Und äußert dann seinen deutlichen Unmut über die staatliche Begleitmusik: „Diese Anstrengungen der Wirtschaft für die Fachkräftesicherung in unserer Region werden aktuell durch ein zunehmend restriktives Behördenhandeln bei der Ausbildungsduldung konterkariert. Es häufen sich Fälle, in denen Ausbildungsduldungen im Rahmen der 3+2-Regelung trotz vorliegender Ausbildungsverträge verwehrt werden.“
Das heißt: Ein völlig aufs Abschotten und Abschieben fixierter Staatsapparat macht den Unternehmen selbst diesen Weg der Nachwuchsgewinnung sauer. Statt die jungen Menschen frühzeitig zu integrieren, setzen die Behörden weiter auf Abschottung und Verhinderung. Und die Politik streitet sich weiter über die vorgestrigen Themen der menschenfeindlichen Parteien, die so gar nichts mit den Bedürfnissen einer lebendigen Wirtschaftsregion zu tun haben.
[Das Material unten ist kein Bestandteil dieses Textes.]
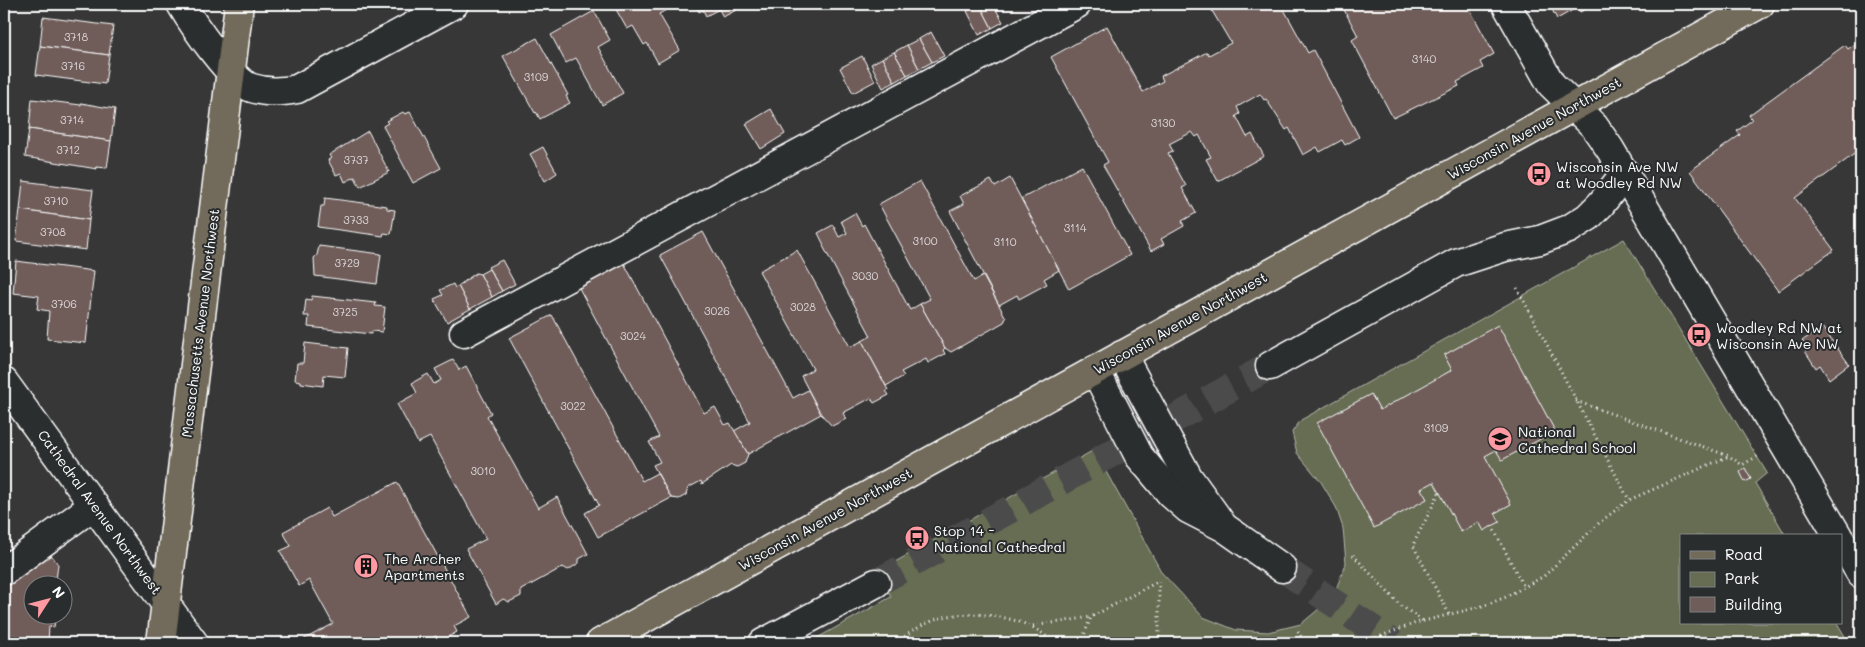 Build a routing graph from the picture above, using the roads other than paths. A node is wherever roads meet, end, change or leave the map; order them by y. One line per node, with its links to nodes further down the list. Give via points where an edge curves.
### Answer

Und die Folgen, so Kristian Kirpal: „Wenn das Schule macht, wird die Bereitschaft der Unternehmen, Flüchtlinge auszubilden, zurückgehen. Die Unternehmen erwarten im Gegenteil mehr Unterstützung und Verbindlichkeit seitens der Politik. In der Praxis wünschen sie sich insbesondere klare und verlässliche aufenthaltsrechtliche Regelungen verbunden mit einer Bleibeperspektive, aber beispielsweise auch mehr berufsbezogene Deutschsprachförderung in Teilzeit. Wenn wir es mit der Integration von Flüchtlingen ernst meinen, muss es verlässliche Rahmenbedingungen geben.“
Im Bund aber sträuben sich vor allem die Unionsparteien gegen neue Regelungen, die jungen Asylsuchenden mit Eintritt in Ausbildung und Arbeit eine echte Bleibeperspektive ermöglichen. Stattdessen diskutiert man mit Argumenten aus der Klamottenkiste des 19. Jahrhunderts und ignoriert sogar die dringenden Mahnungen der Wirtschaftskammern.
Seit August 2016 unterstützt die IHK zu Leipzig ihre Mitgliedsunternehmen über das vom Bundesministerium für Wirtschaft und Energie geförderte Projekt „Willkommenslotse“ bei der Besetzung offener Ausbildungsstellen mit Flüchtlingen, bei der Vermittlung in Einstiegsqualifizierungen („Azubi auf Probe“) sowie mit einem breiten Beratungsangebot rund um die betriebliche Integration.